Thanks to all the memories Facebook has brought up this week, I am sitting here thinking back over this past year and everything that has happened. Wow, what a whirlwind! I remember signing that lease and being scared to death that it would be a major flop. I didn’t feel worthy enough to have such an awesome thing. I wasn’t worth all the effort people put into helping me. I was so undeserving…do you see a pattern here? I beat myself up so much for having something good happen to me, thanks a lot subconscious. So many events then transpired in my life that became a perfect storm (not in a good way though) and ultimately, almost cost me everything-my sanity, my marriage, myself. It was a dark time and it’s still not always easy, but I am in a better place now. I have healed so much and I hope I have helped others to heal. We all have issues, we all have dark sides, we all are just doing the very best we can to get by.
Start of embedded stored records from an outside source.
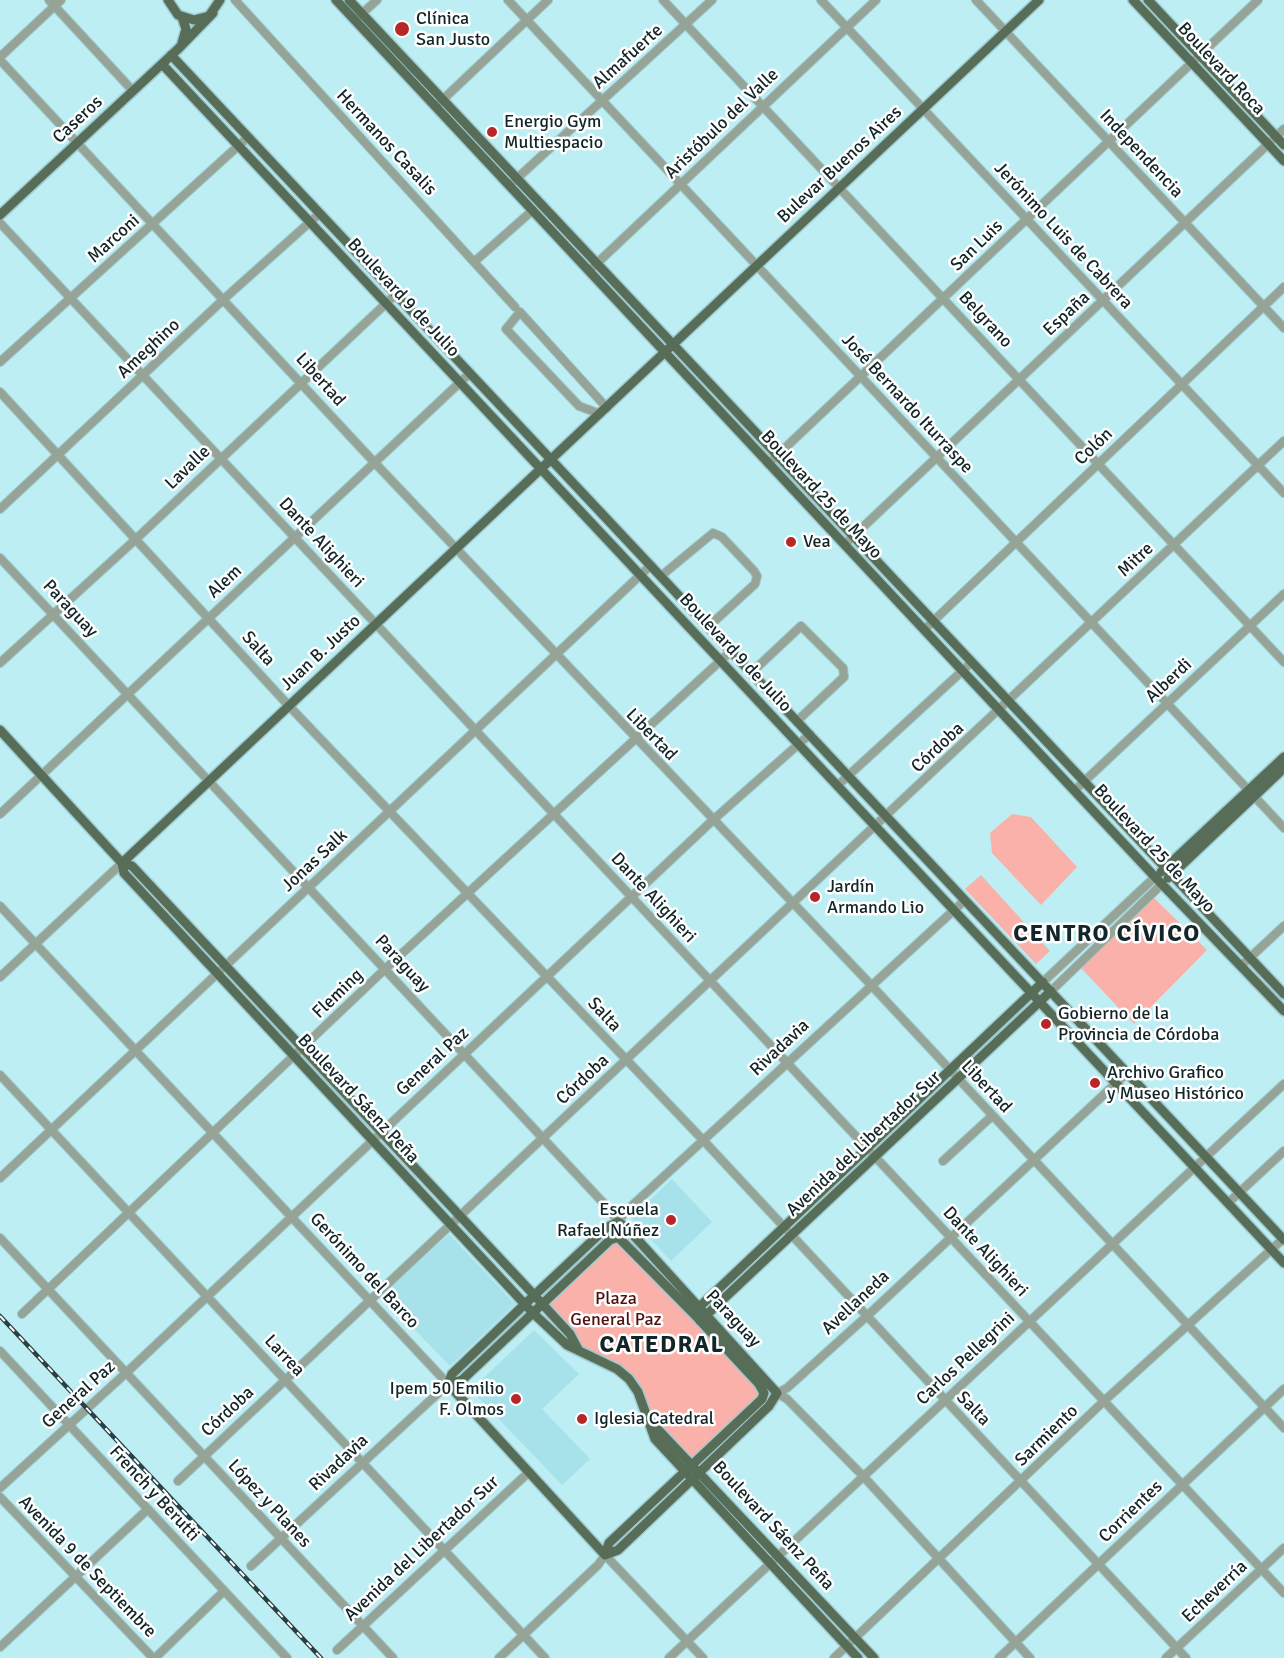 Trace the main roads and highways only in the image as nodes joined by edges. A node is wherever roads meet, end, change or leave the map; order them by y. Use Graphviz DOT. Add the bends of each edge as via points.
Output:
graph roads {
  1 [pos="168,0"];
  2 [pos="220,0"];
  3 [pos="227,0"];
  4 [pos="336,0"];
  5 [pos="350,0"];
  6 [pos="1039,0"];
  7 [pos="1133,0"];
  8 [pos="1148,0"];
  9 [pos="214,12"];
  10 [pos="182,17"];
  11 [pos="359,17"];
  12 [pos="179,48"];
  13 [pos="171,56"];
  14 [pos="162,64"];
  15 [pos="1284,145"];
  16 [pos="1284,161"];
  17 [pos="514,182"];
  18 [pos="0,215"];
  19 [pos="593,266"];
  20 [pos="674,345"];
  21 [pos="665,353"];
  22 [pos="552,459"];
  23 [pos="540,470"];
  24 [pos="0,730"];
  25 [pos="1284,757"];
  26 [pos="1284,768"];
  27 [pos="1251,793"];
  28 [pos="122,863"];
  29 [pos="1167,872"];
  30 [pos="1158,880"];
  31 [pos="1043,982"];
  32 [pos="1051,991"];
  33 [pos="1031,994"];
  34 [pos="1284,994"];
  35 [pos="1040,1002"];
  36 [pos="1284,1011"];
  37 [pos="618,1222"];
  38 [pos="618,1237"];
  39 [pos="1283,1239"];
  40 [pos="1284,1263"];
  41 [pos="535,1296"];
  42 [pos="525,1304"];
  43 [pos="542,1305"];
  44 [pos="696,1309"];
  45 [pos="533,1313"];
  46 [pos="704,1318"];
  47 [pos="578,1349"];
  48 [pos="448,1384"];
  49 [pos="764,1393"];
  50 [pos="777,1393"];
  51 [pos="648,1419"];
  52 [pos="692,1463"];
  53 [pos="683,1471"];
  54 [pos="699,1472"];
  55 [pos="691,1480"];
  56 [pos="605,1555"];
  57 [pos="858,1658"];
  58 [pos="874,1658"];
  1 -- 10 [label="main road"];
  2 -- 9 [label="main road"];
  3 -- 9 [label="main road, Caseros"];
  4 -- 11 [label="main road, Boulevard 25 de Mayo"];
  5 -- 11 [label="main road, Boulevard 25 de Mayo"];
  6 -- 20 [label="main road, Bulevar Buenos Aires"];
  7 -- 16 [label="main road, Boulevard Roca"];
  8 -- 15 [label="main road, Boulevard Roca"];
  9 -- 10 [label="main road" via="198,20"];
  9 -- 12 [label="main road, Caseros"];
  10 -- 12 [label="main road" via="186,29"];
  11 -- 17 [label="main road, Boulevard 25 de Mayo"];
  12 -- 13 [label="main road, Caseros"];
  13 -- 14 [label="main road, Caseros"];
  13 -- 22 [label="main road, Boulevard 9 de Julio"];
  14 -- 18 [label="main road, Caseros"];
  14 -- 23 [label="main road, Boulevard 9 de Julio"];
  17 -- 19 [label="main road, Boulevard 25 de Mayo"];
  17 -- 19 [label="main road, Boulevard 25 de Mayo" via="533,210"];
  19 -- 20 [label="main road, Boulevard 25 de Mayo"];
  19 -- 21 [label="main road, Boulevard 25 de Mayo"];
  20 -- 21 [label="main road, Bulevar Buenos Aires"];
  20 -- 29 [label="main road, Boulevard 25 de Mayo"];
  21 -- 22 [label="main road, Juan B. Justo"];
  21 -- 30 [label="main road, Boulevard 25 de Mayo"];
  22 -- 23 [label="main road, Juan B. Justo"];
  22 -- 31 [label="main road, Boulevard 9 de Julio"];
  23 -- 28 [label="main road, Juan B. Justo"];
  23 -- 33 [label="main road, Boulevard 9 de Julio"];
  24 -- 28 [label="main road, Boulevard Sáenz Peña"];
  25 -- 27 [label="main road"];
  26 -- 27 [label="main road"];
  27 -- 29 [label="main road"];
  28 -- 41 [label="main road, Boulevard Sáenz Peña" via="132,866"];
  28 -- 42 [label="main road, Boulevard Sáenz Peña" via="124,873"];
  29 -- 30 [label="main road"];
  29 -- 34 [label="main road, Boulevard 25 de Mayo"];
  30 -- 36 [label="main road, Boulevard 25 de Mayo"];
  31 -- 32 [label="main road, Boulevard 9 de Julio"];
  31 -- 33 [label="main road, Avenida del Libertador Sur"];
  32 -- 35 [label="main road, Avenida del Libertador Sur"];
  32 -- 39 [label="main road, Boulevard 9 de Julio"];
  33 -- 35 [label="main road, Boulevard 9 de Julio"];
  33 -- 44 [label="main road, Avenida del Libertador Sur"];
  35 -- 40 [label="main road, Boulevard 9 de Julio"];
  35 -- 46 [label="main road, Avenida del Libertador Sur"];
  37 -- 38 [label="main road"];
  37 -- 41 [label="main road, Rivadavia" via="606,1228"];
  37 -- 44 [label="main road, Paraguay"];
  38 -- 43 [label="main road, Rivadavia" via="610,1240"];
  38 -- 44 [label="main road, Paraguay"];
  41 -- 42 [label="main road, Rivadavia"];
  41 -- 43 [label="main road, Boulevard Sáenz Peña"];
  42 -- 45 [label="main road, Boulevard Sáenz Peña"];
  42 -- 48 [label="main road, Rivadavia" via="452,1374"];
  43 -- 45 [label="main road, Rivadavia"];
  43 -- 47 [label="main road, Boulevard Sáenz Peña" via="570,1334"];
  44 -- 46 [label="main road, Paraguay"];
  45 -- 47 [label="main road, Boulevard Sáenz Peña" via="559,1340"];
  45 -- 48 [label="main road, Rivadavia" via="462,1380"];
  46 -- 49 [label="main road, Paraguay"];
  46 -- 50 [label="main road, Paraguay"];
  47 -- 51 [label="main road, Boulevard Sáenz Peña" via="629,1378"];
  48 -- 56 [label="main road, Gerónimo del Barco"];
  49 -- 50 [label="main road"];
  49 -- 52 [label="main road, Avellaneda"];
  50 -- 54 [label="main road, Avellaneda" via="769,1406"];
  51 -- 52 [label="main road, Boulevard Sáenz Peña"];
  51 -- 53 [label="main road, Boulevard Sáenz Peña" via="655,1439"];
  52 -- 53 [label="main road, Avellaneda"];
  52 -- 54 [label="main road, Boulevard Sáenz Peña"];
  53 -- 55 [label="main road, Boulevard Sáenz Peña"];
  53 -- 56 [label="main road, Avellaneda" via="609,1543"];
  54 -- 55 [label="main road, Avellaneda"];
  54 -- 58 [label="main road, Boulevard Sáenz Peña"];
  55 -- 56 [label="main road, Avellaneda" via="618,1550"];
  55 -- 57 [label="main road, Boulevard Sáenz Peña"];
} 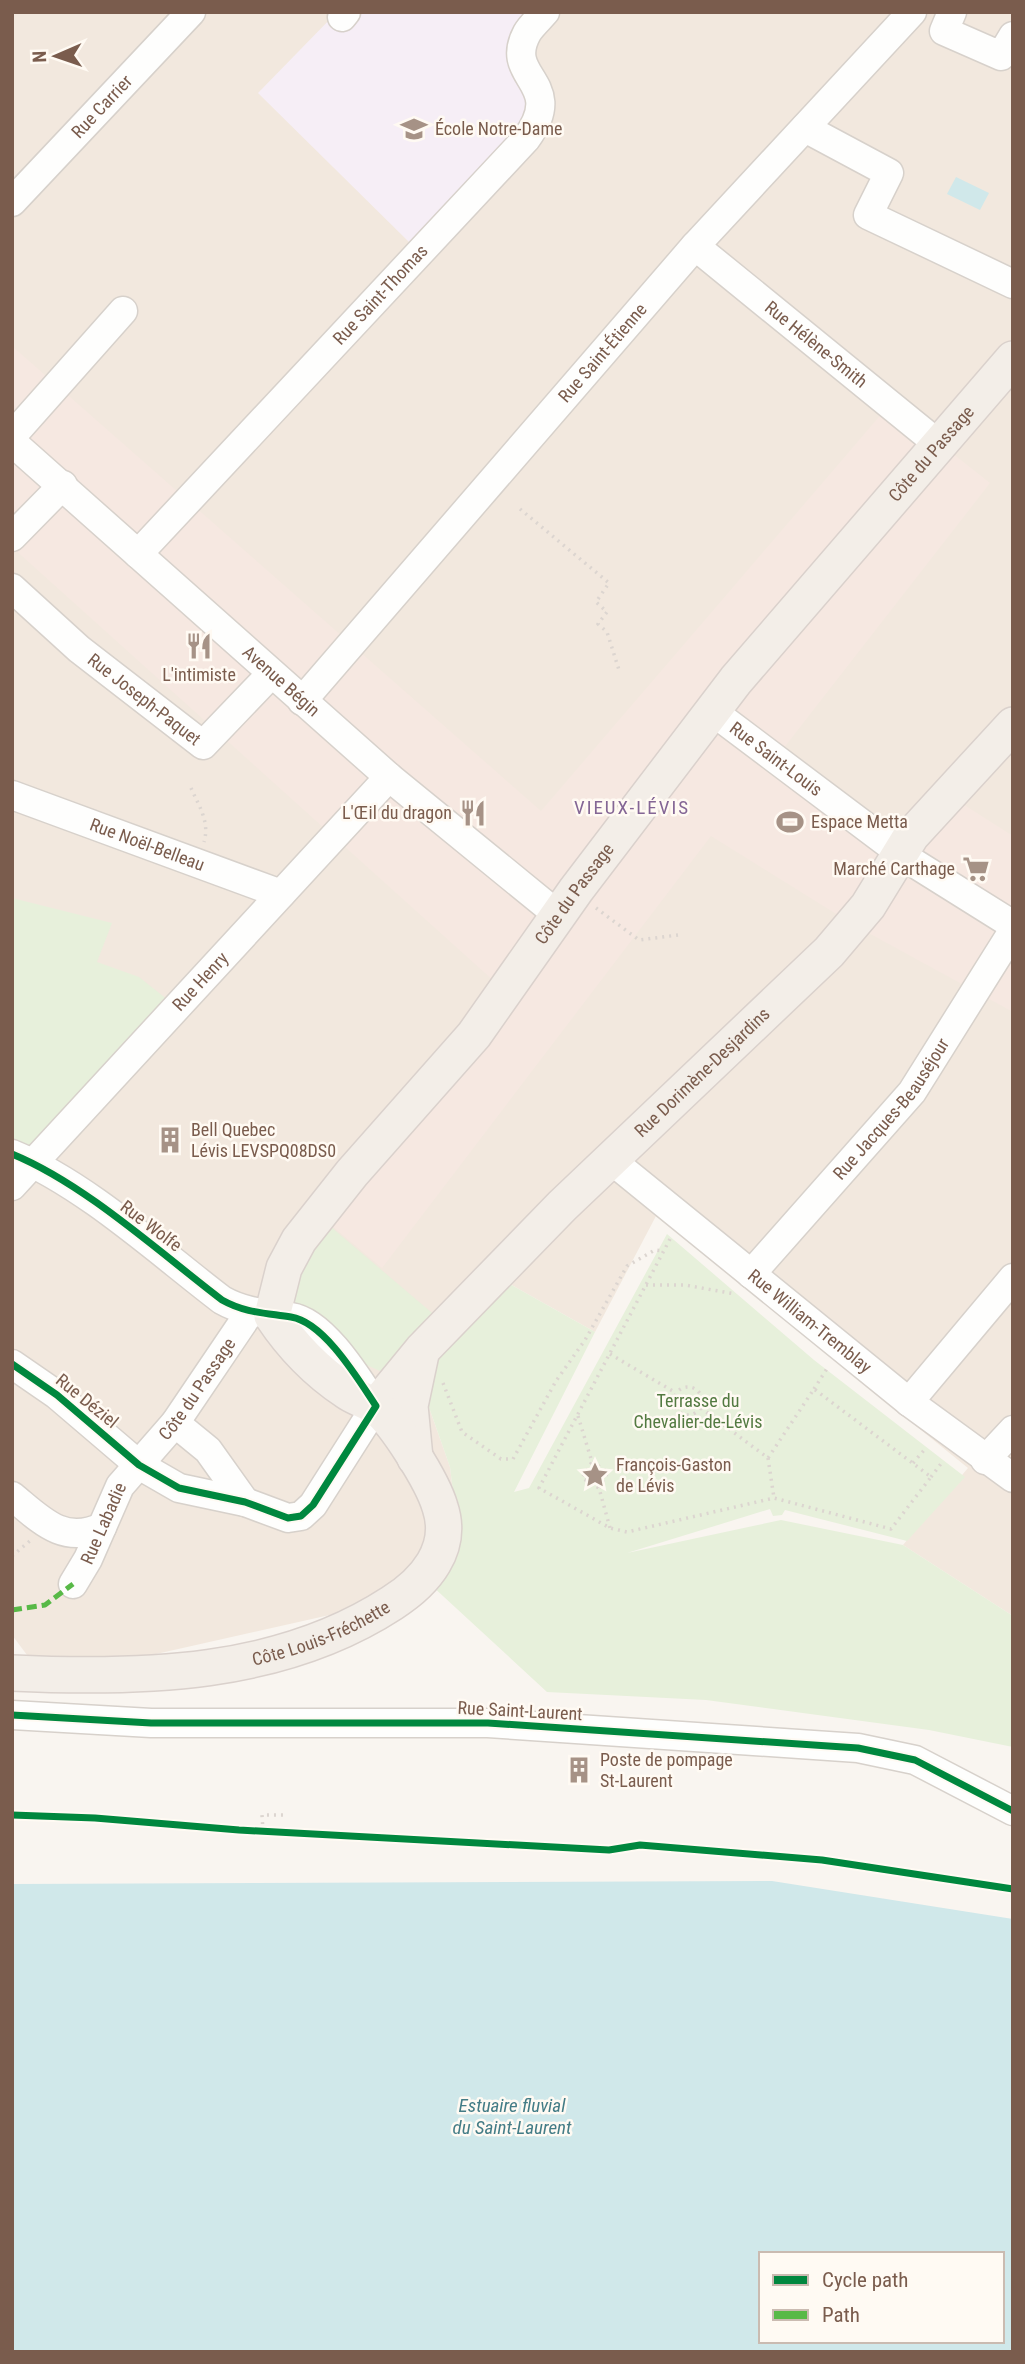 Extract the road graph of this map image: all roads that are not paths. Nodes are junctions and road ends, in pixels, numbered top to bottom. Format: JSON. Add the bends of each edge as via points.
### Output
{"nodes":[{"id":1,"x":191,"y":12,"type":"edge"},
{"id":2,"x":545,"y":12,"type":"edge"},
{"id":3,"x":912,"y":12,"type":"edge"},
{"id":4,"x":952,"y":12,"type":"edge"},
{"id":5,"x":1013,"y":36,"type":"edge"},
{"id":6,"x":805,"y":128,"type":"junction"},
{"id":7,"x":12,"y":202,"type":"edge"},
{"id":8,"x":695,"y":246,"type":"junction"},
{"id":9,"x":1013,"y":284,"type":"edge"},
{"id":10,"x":123,"y":311,"type":"dead end"},
{"id":11,"x":1013,"y":359,"type":"edge"},
{"id":12,"x":12,"y":439,"type":"edge"},
{"id":13,"x":937,"y":443,"type":"junction"},
{"id":14,"x":63,"y":485,"type":"junction"},
{"id":15,"x":12,"y":537,"type":"edge"},
{"id":16,"x":138,"y":554,"type":"junction"},
{"id":17,"x":12,"y":588,"type":"edge"},
{"id":18,"x":271,"y":674,"type":"junction"},
{"id":19,"x":302,"y":701,"type":"junction"},
{"id":20,"x":712,"y":711,"type":"junction"},
{"id":21,"x":1013,"y":724,"type":"edge"},
{"id":22,"x":389,"y":777,"type":"junction"},
{"id":23,"x":12,"y":795,"type":"edge"},
{"id":24,"x":900,"y":853,"type":"junction"},
{"id":25,"x":281,"y":894,"type":"junction"},
{"id":26,"x":572,"y":908,"type":"junction"},
{"id":27,"x":1013,"y":925,"type":"edge"},
{"id":28,"x":1013,"y":931,"type":"edge"},
{"id":29,"x":23,"y":1158,"type":"edge"},
{"id":30,"x":611,"y":1160,"type":"junction"},
{"id":31,"x":12,"y":1186,"type":"edge"},
{"id":32,"x":1013,"y":1278,"type":"edge"},
{"id":33,"x":743,"y":1284,"type":"junction"},
{"id":34,"x":261,"y":1314,"type":"junction"},
{"id":35,"x":430,"y":1361,"type":"junction"},
{"id":36,"x":12,"y":1364,"type":"edge"},
{"id":37,"x":909,"y":1402,"type":"junction"},
{"id":38,"x":376,"y":1406,"type":"junction"},
{"id":39,"x":175,"y":1423,"type":"junction"},
{"id":40,"x":1013,"y":1430,"type":"edge"},
{"id":41,"x":415,"y":1458,"type":"junction"},
{"id":42,"x":985,"y":1460,"type":"junction"},
{"id":43,"x":139,"y":1465,"type":"junction"},
{"id":44,"x":1013,"y":1478,"type":"edge"},
{"id":45,"x":12,"y":1496,"type":"edge"},
{"id":46,"x":245,"y":1502,"type":"junction"},
{"id":47,"x":102,"y":1527,"type":"junction"},
{"id":48,"x":73,"y":1584,"type":"dead end"},
{"id":49,"x":12,"y":1673,"type":"edge"},
{"id":50,"x":12,"y":1715,"type":"edge"},
{"id":51,"x":1013,"y":1811,"type":"edge"}],
"edges":[{"from":1,"to":7,"type":"street","name":"Rue Carrier"},
{"from":2,"to":16,"type":"street","name":"Rue Saint-Thomas","via":[[527,33],[522,52],[522,64],[542,104],[541,119],[526,139]]},
{"from":3,"to":6,"type":"street","name":"Rue Saint-Étienne"},
{"from":4,"to":5,"type":"street","via":[[944,31],[1001,56]]},
{"from":6,"to":8,"type":"street","name":"Rue Saint-Étienne"},
{"from":6,"to":9,"type":"street","via":[[889,173],[868,215]]},
{"from":8,"to":13,"type":"street","name":"Rue Hélène-Smith"},
{"from":8,"to":19,"type":"street","name":"Rue Saint-Étienne"},
{"from":10,"to":12,"type":"street"},
{"from":11,"to":13,"type":"main road","name":"Côte du Passage"},
{"from":12,"to":14,"type":"street","name":"Avenue Bégin"},
{"from":13,"to":20,"type":"main road","name":"Côte du Passage"},
{"from":14,"to":15,"type":"street"},
{"from":14,"to":16,"type":"street","name":"Avenue Bégin"},
{"from":16,"to":18,"type":"street","name":"Avenue Bégin"},
{"from":17,"to":18,"type":"street","name":"Rue Joseph-Paquet","via":[[79,649],[203,745]]},
{"from":18,"to":19,"type":"street","name":"Avenue Bégin"},
{"from":19,"to":22,"type":"street","name":"Avenue Bégin"},
{"from":20,"to":24,"type":"street","name":"Rue Saint-Louis"},
{"from":20,"to":26,"type":"main road","name":"Côte du Passage"},
{"from":21,"to":24,"type":"main road","name":"Rue Dorimène-Desjardins"},
{"from":22,"to":25,"type":"street","name":"Rue Henry"},
{"from":22,"to":26,"type":"street","name":"Avenue Bégin"},
{"from":23,"to":25,"type":"street","name":"Rue Noël-Belleau"},
{"from":24,"to":27,"type":"street","name":"Rue Saint-Louis"},
{"from":24,"to":30,"type":"main road","name":"Rue Dorimène-Desjardins","via":[[868,906],[829,952]]},
{"from":25,"to":29,"type":"street","name":"Rue Henry"},
{"from":26,"to":34,"type":"main road","name":"Côte du Passage","via":[[474,1035],[299,1240]]},
{"from":28,"to":33,"type":"street","name":"Rue Jacques-Beauséjour","via":[[912,1092]]},
{"from":29,"to":31,"type":"street","name":"Rue Henry"},
{"from":29,"to":34,"type":"street","name":"Rue Wolfe","via":[[79,1191],[222,1300]]},
{"from":30,"to":33,"type":"street","name":"Rue William-Tremblay"},
{"from":30,"to":35,"type":"main road","name":"Rue Dorimène-Desjardins"},
{"from":32,"to":37,"type":"street"},
{"from":33,"to":37,"type":"street","name":"Rue William-Tremblay"},
{"from":34,"to":38,"type":"main road","name":"Côte Louis-Fréchette","via":[[346,1392]]},
{"from":34,"to":39,"type":"street","name":"Côte du Passage"},
{"from":35,"to":38,"type":"main road","name":"Rue Dorimène-Desjardins"},
{"from":35,"to":41,"type":"main road","via":[[410,1406]]},
{"from":36,"to":43,"type":"street","name":"Rue Déziel","via":[[57,1395]]},
{"from":37,"to":42,"type":"street","name":"Rue William-Tremblay"},
{"from":38,"to":41,"type":"main road","name":"Côte Louis-Fréchette"},
{"from":38,"to":46,"type":"street","name":"Rue Déziel","via":[[313,1505],[301,1516],[288,1518]]},
{"from":39,"to":43,"type":"street","name":"Côte du Passage"},
{"from":39,"to":46,"type":"street","via":[[208,1450]]},
{"from":40,"to":42,"type":"street"},
{"from":41,"to":49,"type":"main road","name":"Côte Louis-Fréchette","via":[[441,1509],[441,1549],[421,1582],[370,1618],[293,1651],[225,1666],[113,1674]]},
{"from":42,"to":44,"type":"street","name":"Rue William-Tremblay"},
{"from":43,"to":46,"type":"street","name":"Rue Déziel","via":[[179,1488]]},
{"from":43,"to":47,"type":"street","name":"Rue Labadie","via":[[120,1486]]},
{"from":45,"to":47,"type":"street","via":[[65,1532],[85,1535]]},
{"from":47,"to":48,"type":"street","name":"Rue Labadie"},
{"from":50,"to":51,"type":"street","name":"Rue Saint-Laurent","via":[[151,1723],[488,1723],[858,1748],[915,1760]]}]}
So, I consider this past year a success, I signed the lease for another year, I’m having a party next Saturday, I have paid for advertising, the lights have stayed on at the studio, and I am still here, trucking right along, staying busy and clients are still contacting me. I am eternally grateful to the people of the past year-mentors, clients, friends, and family, thank you for helping me to grow, and to help me continue to grow and heal and help others, and to be able to do this thing called photography, that I still am no where close to where I want to be with my work, but I’m a pretty good distance away from where I was. I am very thankful!
Love each other, don’t put other people down, and find yourself…you’ll never regret that!!